### Work instructions:
Go through the material and copy each line that includes "relative".

+++

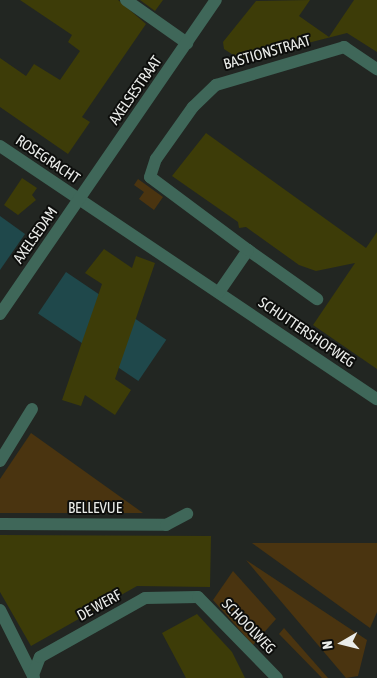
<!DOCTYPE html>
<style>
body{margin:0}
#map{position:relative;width:377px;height:678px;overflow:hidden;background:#222622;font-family:"Asap Condensed",sans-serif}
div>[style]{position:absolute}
.green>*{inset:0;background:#4a3410}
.water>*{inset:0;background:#1f484b;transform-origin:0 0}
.building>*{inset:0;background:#3d3c08}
.minor>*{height:12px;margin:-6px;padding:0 6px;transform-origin:6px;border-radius:6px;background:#3f6759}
span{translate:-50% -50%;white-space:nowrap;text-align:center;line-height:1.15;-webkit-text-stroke:4px #0d0e0c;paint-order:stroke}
.street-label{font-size:15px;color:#eaece9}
.north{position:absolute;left:317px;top:618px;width:50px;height:50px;-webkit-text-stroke:4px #0d0e0c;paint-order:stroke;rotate:262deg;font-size:14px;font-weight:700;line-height:20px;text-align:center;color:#eaece9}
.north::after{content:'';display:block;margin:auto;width:18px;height:22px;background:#eaece9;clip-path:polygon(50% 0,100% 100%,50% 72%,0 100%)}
</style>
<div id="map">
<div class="green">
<i style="clip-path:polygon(138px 179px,163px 197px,154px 210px,139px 199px,144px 192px,134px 185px)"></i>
<i style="clip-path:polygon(31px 433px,143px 513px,0 513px,0 479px)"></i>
<i style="clip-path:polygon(252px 543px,377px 543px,377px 612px,370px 628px)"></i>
<i style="clip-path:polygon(246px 560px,367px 640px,358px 676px,346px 678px)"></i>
<i style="clip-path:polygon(233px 571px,276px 619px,253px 645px,213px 600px)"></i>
<i style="clip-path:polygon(284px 628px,328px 678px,322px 678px,279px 634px)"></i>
</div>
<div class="water">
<i style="clip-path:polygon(0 216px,25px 234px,0 270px)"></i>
<i style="left:66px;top:272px;width:121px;height:50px;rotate:34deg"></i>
</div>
<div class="building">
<i style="clip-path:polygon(20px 0,118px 0,146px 24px,82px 117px,90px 122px,68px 154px,0 107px,0 58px,26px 76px,34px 64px,60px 80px,80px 51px,68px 42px,72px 35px)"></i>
<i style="clip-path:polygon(140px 0,163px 0,155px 11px)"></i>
<i style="clip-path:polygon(310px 0,299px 16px,329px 37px,354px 0,377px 0,377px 52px,347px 33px,241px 60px,224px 49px,223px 42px,256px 1px)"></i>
<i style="clip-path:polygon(206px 133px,366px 248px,377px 232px,377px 369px,313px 325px,355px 263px,316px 271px,299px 265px,246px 227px,239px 228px,238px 222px,172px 176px)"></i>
<i style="clip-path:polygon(22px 178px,37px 188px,32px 195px,36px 200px,18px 215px,4px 205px)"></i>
<i style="clip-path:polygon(104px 249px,132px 268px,136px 256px,155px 263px,115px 379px,131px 390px,115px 415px,85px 395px,81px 406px,62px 400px,102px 284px,85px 273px)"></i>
<i style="clip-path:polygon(0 535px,211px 536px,210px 587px,137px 586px,31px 646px,0 592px)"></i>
<i style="clip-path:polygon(197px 614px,232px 652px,245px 678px,186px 678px,162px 633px)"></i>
</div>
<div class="minor">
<i style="left:126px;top:0;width:75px;rotate:35.2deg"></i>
<i style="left:0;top:146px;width:454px;rotate:33.9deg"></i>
<i style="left:248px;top:250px;width:85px;rotate:35.4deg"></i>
<i style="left:219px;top:292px;width:51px;rotate:-55.4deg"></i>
<i style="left:248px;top:250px;width:122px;rotate:-143.3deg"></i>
<i style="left:150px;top:177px;width:19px;rotate:-72deg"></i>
<i style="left:156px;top:159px;width:64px;rotate:-54.6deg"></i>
<i style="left:193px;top:107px;width:32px;rotate:-44deg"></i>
<i style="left:216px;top:85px;width:134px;rotate:-16.5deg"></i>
<i style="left:344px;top:47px;width:40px;rotate:34deg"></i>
<i style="left:0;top:314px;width:381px;rotate:-55.5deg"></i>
<i style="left:0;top:461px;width:61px;rotate:-58.4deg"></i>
<i style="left:0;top:524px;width:166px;rotate:0.3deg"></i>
<i style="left:166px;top:525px;width:24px;rotate:-28deg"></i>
<i style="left:0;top:610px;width:76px;rotate:63.4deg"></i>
<i style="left:33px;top:675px;width:19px;rotate:-69deg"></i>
<i style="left:40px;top:657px;width:120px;rotate:-29.3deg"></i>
<i style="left:145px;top:598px;width:53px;rotate:-1.1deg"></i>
<i style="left:198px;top:597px;width:113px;rotate:45.7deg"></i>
</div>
<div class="street-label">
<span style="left:267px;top:52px;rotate:-16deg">BASTIONSTRAAT</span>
<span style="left:135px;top:90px;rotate:-55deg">AXELSESTRAAT</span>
<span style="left:48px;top:159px;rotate:34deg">ROSEGRACHT</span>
<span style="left:35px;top:235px;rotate:-55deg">AXELSEDAM</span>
<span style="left:307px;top:332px;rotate:34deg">SCHUTTERSHOFWEG</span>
<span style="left:95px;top:508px">BELLEVUE</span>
<span style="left:99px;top:605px;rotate:-29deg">DE WERF</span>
<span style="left:249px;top:626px;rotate:46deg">SCHOOLWEG</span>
</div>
<div class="north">N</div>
</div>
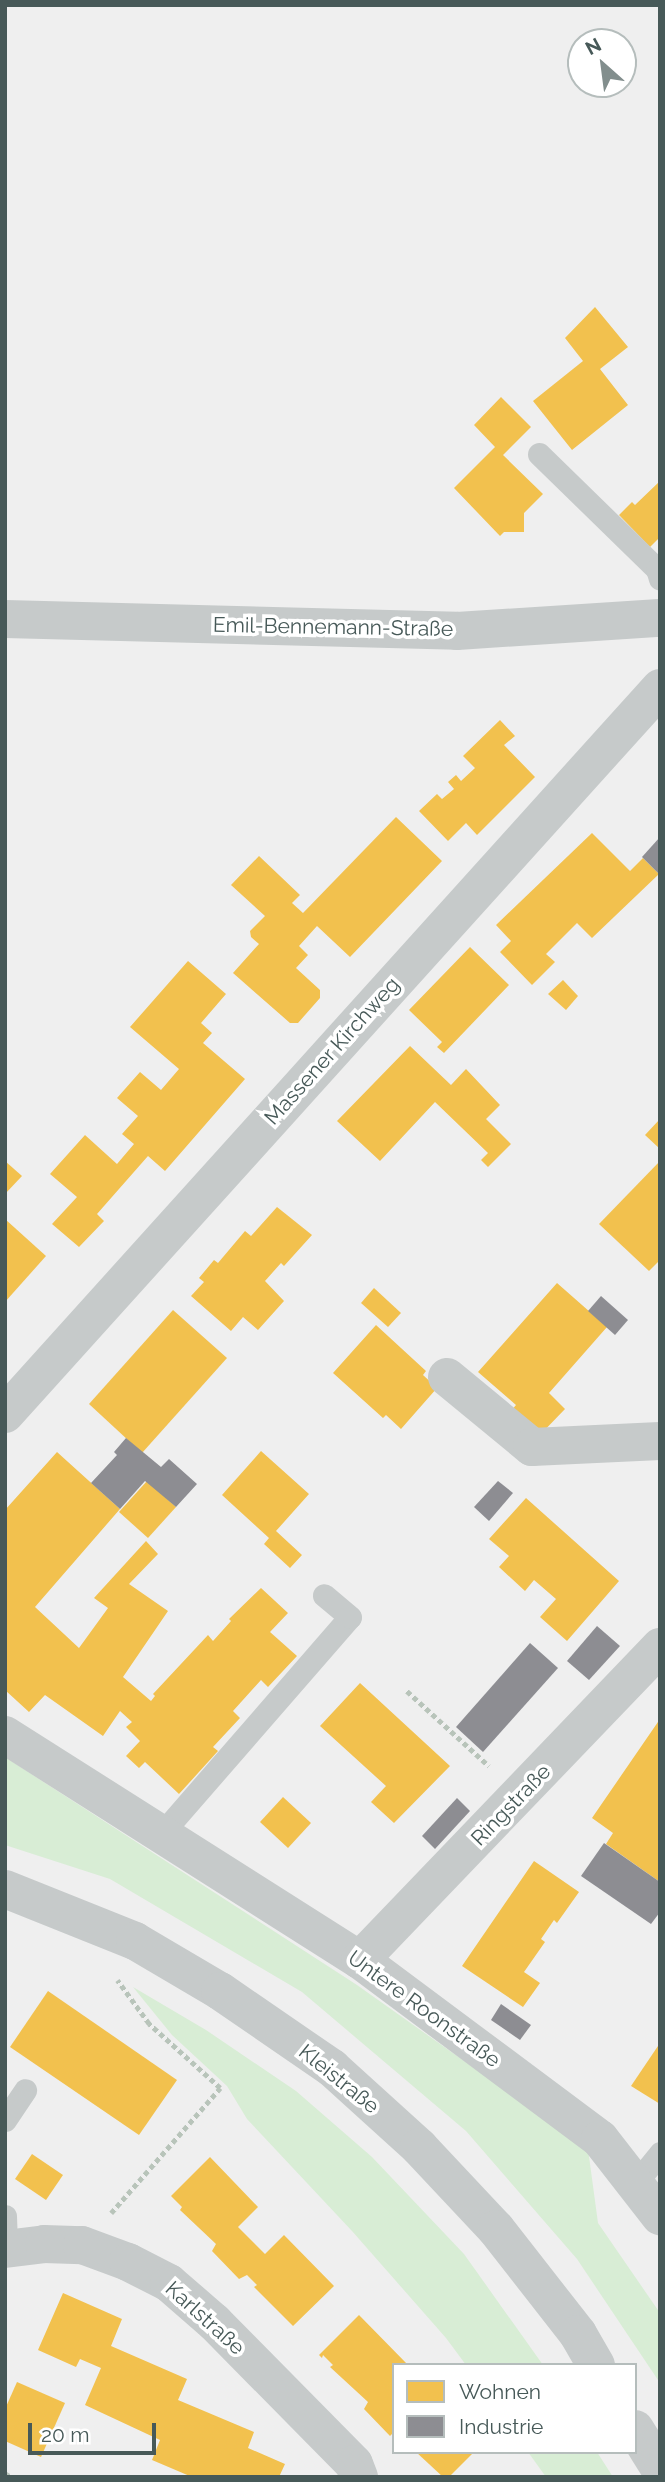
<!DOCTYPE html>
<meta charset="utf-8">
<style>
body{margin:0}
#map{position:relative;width:665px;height:2482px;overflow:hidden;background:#efefef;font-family:Raleway,sans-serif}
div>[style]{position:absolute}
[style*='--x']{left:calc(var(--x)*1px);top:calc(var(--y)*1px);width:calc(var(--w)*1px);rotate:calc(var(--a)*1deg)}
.green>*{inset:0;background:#d8edd5}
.homes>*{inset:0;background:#f2c14e}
.industry>*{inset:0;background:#8d8d92}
.path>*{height:4.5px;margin-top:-2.25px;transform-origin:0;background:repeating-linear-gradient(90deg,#b8c4ba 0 5px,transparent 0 8.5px)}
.service>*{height:23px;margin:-11.5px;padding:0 11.5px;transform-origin:11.5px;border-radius:11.5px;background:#c6caca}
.minor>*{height:38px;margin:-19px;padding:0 19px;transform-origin:19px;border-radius:19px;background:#c6caca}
.secondary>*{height:38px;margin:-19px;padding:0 19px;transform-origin:19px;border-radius:19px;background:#c6caca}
span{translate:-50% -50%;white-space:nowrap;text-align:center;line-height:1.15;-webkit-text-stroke:7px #fff;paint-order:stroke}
.street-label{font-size:21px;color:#475958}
.frame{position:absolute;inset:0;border:7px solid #475958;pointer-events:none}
.legend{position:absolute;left:392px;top:2363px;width:245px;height:91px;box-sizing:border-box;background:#fff;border:2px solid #b5bdbc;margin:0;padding:9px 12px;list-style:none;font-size:21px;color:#475958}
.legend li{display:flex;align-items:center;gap:14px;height:35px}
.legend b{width:35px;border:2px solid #b5bdbc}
.north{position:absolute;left:567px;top:28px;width:70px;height:70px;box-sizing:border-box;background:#fff;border:2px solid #b5bdbc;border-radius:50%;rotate:332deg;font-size:19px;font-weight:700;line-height:28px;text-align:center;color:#475958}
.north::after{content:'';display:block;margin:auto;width:24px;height:32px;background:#828e8d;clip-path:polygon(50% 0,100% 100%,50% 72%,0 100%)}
.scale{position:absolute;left:28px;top:2423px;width:128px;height:32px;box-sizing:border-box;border:4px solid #475958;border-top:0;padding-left:9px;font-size:21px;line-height:24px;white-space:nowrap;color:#475958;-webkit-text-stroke:5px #fff;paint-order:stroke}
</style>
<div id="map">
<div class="green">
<div style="clip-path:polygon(5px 1757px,357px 1985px,588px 2149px,598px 2223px,660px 2313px,660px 2383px,577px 2259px,466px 2131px,302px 1992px,110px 1879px,5px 1845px)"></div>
<div style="clip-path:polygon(133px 1987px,206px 2030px,296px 2091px,372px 2157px,464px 2254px,543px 2365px,466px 2365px,446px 2338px,352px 2231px,247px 2119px,227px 2086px,172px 2035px)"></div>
<div style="clip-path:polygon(528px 2452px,597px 2452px,613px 2477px,546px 2477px)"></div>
</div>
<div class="homes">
<div style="clip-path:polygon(595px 307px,628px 347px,600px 369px,628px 405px,572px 450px,533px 401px,583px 361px,565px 338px)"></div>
<div style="clip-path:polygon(501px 397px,531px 427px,503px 455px,543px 494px,524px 513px,524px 532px,504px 532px,500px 536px,454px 488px,495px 447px,474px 425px)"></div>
<div style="clip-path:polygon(660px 481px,660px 537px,650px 547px,619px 515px,632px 502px,635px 505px)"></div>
<div style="clip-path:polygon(500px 720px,515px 736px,504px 745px,535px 777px,477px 835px,466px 823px,448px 841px,419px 811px,437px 794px,442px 799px,454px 789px,448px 782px,456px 775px,461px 781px,475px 768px,463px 756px)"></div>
<div style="clip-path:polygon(396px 817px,442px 861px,350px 957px,317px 926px,299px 946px,308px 955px,296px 968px,320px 990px,320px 998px,298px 1023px,290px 1023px,233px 973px,259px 944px,251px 937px,250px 931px,265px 916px,231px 885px,259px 856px,300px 895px,292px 903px,303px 913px)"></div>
<div style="clip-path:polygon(592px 833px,630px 871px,643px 858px,659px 874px,592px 938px,577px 923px,546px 954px,555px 962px,532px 985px,500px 952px,511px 941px,496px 925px)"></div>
<div style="clip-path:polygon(470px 947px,509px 985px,444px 1053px,437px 1047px,442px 1042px,409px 1010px)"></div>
<div style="clip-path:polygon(188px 961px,226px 994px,201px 1023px,212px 1033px,203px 1043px,245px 1079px,165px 1171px,148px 1156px,97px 1214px,104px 1221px,79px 1247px,52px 1224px,77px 1197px,50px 1174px,85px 1135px,117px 1164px,134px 1144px,122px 1134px,138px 1116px,117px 1098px,140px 1072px,161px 1090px,179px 1069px,130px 1027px)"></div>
<div style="clip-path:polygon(563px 980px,578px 996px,566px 1010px,548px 994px)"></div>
<div style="clip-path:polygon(410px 1046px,451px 1085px,466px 1069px,500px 1105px,486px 1119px,511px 1144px,488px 1167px,481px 1160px,488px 1153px,435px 1102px,380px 1161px,337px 1121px)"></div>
<div style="clip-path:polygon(660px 1119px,660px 1149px,645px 1135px)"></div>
<div style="clip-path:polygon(5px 1161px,22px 1176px,5px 1194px)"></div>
<div style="clip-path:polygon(660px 1161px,660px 1260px,649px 1271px,599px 1224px)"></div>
<div style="clip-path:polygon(277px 1207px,312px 1235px,284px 1266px,281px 1263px,265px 1281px,284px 1301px,258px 1330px,243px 1317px,231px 1331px,191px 1296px,204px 1282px,199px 1278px,214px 1260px,218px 1263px,245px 1231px,251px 1236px)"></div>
<div style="clip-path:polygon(5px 1219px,46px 1256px,5px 1302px)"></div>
<div style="clip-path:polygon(557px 1283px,607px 1327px,549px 1393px,565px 1409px,537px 1438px,510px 1412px,516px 1405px,478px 1372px)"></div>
<div style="clip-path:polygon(374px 1288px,401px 1313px,388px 1327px,361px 1303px)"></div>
<div style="clip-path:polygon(173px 1310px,227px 1358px,142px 1453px,89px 1404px)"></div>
<div style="clip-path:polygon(376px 1325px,426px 1371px,423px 1375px,437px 1388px,401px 1429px,386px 1415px,383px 1418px,333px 1373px)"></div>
<div style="clip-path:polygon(261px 1451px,309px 1494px,276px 1531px,302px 1555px,290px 1568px,264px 1544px,269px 1538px,222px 1495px)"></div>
<div style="clip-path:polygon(57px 1452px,120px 1509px,35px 1607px,79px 1648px,108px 1608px,94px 1598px,146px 1541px,158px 1554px,129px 1584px,168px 1611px,123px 1677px,151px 1701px,155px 1696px,153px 1694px,208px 1635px,213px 1641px,231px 1621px,229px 1619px,261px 1588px,288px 1613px,270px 1632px,297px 1656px,268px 1687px,261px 1680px,233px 1711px,240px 1718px,213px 1747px,218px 1751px,179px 1794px,145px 1762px,139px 1768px,126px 1756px,140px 1741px,126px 1727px,132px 1722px,120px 1711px,103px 1736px,45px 1695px,29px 1712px,5px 1690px,5px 1510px)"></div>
<div style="clip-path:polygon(147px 1481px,176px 1507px,148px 1538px,119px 1512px)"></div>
<div style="clip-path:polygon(526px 1498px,619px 1581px,567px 1641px,540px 1617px,556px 1599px,534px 1580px,525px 1591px,499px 1567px,509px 1556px,489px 1539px)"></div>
<div style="clip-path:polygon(360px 1683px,450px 1766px,394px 1823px,371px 1802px,386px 1786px,320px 1726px)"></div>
<div style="clip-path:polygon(660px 1719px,660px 1882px,606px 1844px,613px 1833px,592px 1818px)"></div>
<div style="clip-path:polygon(283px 1797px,311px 1823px,288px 1848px,260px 1822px)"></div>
<div style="clip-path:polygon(534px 1861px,579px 1892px,557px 1923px,554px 1920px,541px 1939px,545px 1942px,524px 1972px,540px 1983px,523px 2007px,462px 1966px)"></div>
<div style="clip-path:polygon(48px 1991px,177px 2080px,139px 2135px,10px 2047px)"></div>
<div style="clip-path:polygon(660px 2043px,660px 2104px,631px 2086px)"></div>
<div style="clip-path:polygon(32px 2154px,63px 2175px,46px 2200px,15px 2179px)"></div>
<div style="clip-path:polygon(210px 2157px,258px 2207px,238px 2227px,265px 2254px,284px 2235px,334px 2286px,293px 2326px,254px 2287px,257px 2285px,247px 2275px,239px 2279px,212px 2251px,216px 2244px,180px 2210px,182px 2207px,171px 2196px)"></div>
<div style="clip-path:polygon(63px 2293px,122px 2319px,111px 2346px,187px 2379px,178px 2400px,254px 2432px,248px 2448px,285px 2464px,279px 2477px,192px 2477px,152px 2460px,160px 2440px,85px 2405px,101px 2368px,80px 2359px,76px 2367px,38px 2350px)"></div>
<div style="clip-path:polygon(359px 2315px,408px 2365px,394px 2365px,394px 2432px,390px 2436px,364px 2409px,368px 2402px,330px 2367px,333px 2365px,323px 2355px,322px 2358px,319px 2355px)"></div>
<div style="clip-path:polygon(17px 2382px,65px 2403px,41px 2457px,5px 2441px,5px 2409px)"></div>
<div style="clip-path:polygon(416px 2452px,474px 2452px,449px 2477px,443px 2477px)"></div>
</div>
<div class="industry">
<div style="clip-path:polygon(660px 837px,660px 875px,642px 857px)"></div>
<div style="clip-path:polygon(601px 1296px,628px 1320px,615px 1335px,588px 1311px)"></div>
<div style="clip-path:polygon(126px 1438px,161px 1467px,169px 1459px,197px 1484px,176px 1507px,145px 1481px,120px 1509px,91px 1483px,117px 1455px,114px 1452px)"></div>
<div style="clip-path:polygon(498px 1481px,513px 1493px,489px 1521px,474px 1507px)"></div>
<div style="clip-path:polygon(597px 1626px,620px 1646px,589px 1680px,567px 1661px)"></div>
<div style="clip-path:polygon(530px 1643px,558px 1668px,483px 1752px,456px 1727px)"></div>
<div style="clip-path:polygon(457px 1798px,470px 1811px,435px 1849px,422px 1836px)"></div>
<div style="clip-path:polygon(604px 1843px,660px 1882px,660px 1912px,651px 1924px,581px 1876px)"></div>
<div style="clip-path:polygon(501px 2004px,531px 2025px,520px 2040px,491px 2020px)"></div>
</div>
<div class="path">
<div style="--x:407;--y:1691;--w:111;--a:42.4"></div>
<div style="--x:111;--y:2213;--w:166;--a:-48.9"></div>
<div style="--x:220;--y:2088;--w:96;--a:-138"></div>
<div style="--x:149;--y:2024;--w:54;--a:-126"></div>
<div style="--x:5;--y:2473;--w:7;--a:34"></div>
</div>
<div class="service">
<div style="--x:539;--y:454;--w:165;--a:44.3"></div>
<div style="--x:657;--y:569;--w:10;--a:73"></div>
<div style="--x:162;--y:1833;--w:286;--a:-49"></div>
<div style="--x:350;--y:1617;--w:34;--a:-140"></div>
<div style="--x:5;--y:2120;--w:36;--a:-56"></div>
<div style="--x:635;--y:2184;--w:40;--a:-51"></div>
<div style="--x:5;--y:2216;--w:33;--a:88"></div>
</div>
<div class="minor">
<div style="--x:5;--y:619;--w:452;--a:1.5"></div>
<div style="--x:457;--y:631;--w:203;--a:-3.7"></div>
<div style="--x:447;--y:1377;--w:110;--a:39.5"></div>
<div style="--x:532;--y:1447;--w:128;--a:-2.7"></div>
<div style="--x:5;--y:1414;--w:978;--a:-47.94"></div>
<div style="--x:5;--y:1735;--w:420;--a:32.4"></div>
<div style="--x:360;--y:1960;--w:299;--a:36.7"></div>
<div style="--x:600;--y:2139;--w:98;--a:52.1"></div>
<div style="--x:360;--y:1960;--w:434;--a:-46.2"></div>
<div style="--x:5;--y:2249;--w:39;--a:-7"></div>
<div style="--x:44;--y:2244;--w:38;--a:2"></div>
<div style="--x:82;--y:2245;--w:49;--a:20.3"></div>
<div style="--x:128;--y:2262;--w:46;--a:27.1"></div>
<div style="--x:169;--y:2283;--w:60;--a:40.9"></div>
<div style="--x:214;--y:2322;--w:199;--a:45.4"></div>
<div style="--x:354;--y:2464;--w:14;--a:69"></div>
</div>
<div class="secondary">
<div style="--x:5;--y:1889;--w:140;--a:21.8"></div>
<div style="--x:135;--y:1941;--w:99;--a:30.5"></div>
<div style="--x:220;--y:1991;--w:136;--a:34.5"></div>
<div style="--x:332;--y:2068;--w:118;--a:42.2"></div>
<div style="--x:419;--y:2147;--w:112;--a:46.8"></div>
<div style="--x:496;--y:2229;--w:133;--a:52"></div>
<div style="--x:578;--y:2334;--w:36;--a:60"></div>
<div style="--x:635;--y:2429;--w:47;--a:58"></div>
</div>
<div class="street-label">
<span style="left:333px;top:627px;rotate:1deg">Emil-Bennemann-Straße</span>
<span style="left:332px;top:1051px;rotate:-48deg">Massener Kirchweg</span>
<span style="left:511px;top:1805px;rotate:-46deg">Ringstraße</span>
<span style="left:424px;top:2009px;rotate:36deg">Untere Roonstraße</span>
<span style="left:339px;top:2079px;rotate:39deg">Kleistraße</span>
<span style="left:205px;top:2318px;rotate:42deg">Karlstraße</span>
</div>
<div class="frame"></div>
<ul class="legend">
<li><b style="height:19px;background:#f2c14e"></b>Wohnen</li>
<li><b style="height:19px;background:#8d8d92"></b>Industrie</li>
</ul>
<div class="north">N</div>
<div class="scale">20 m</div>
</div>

+++

### Response to this exercise:
#map{position:relative;width:377px;height:678px;overflow:hidden;background:#222622;font-family:"Asap Condensed",sans-serif}
#map{position:relative;width:665px;height:2482px;overflow:hidden;background:#efefef;font-family:Raleway,sans-serif}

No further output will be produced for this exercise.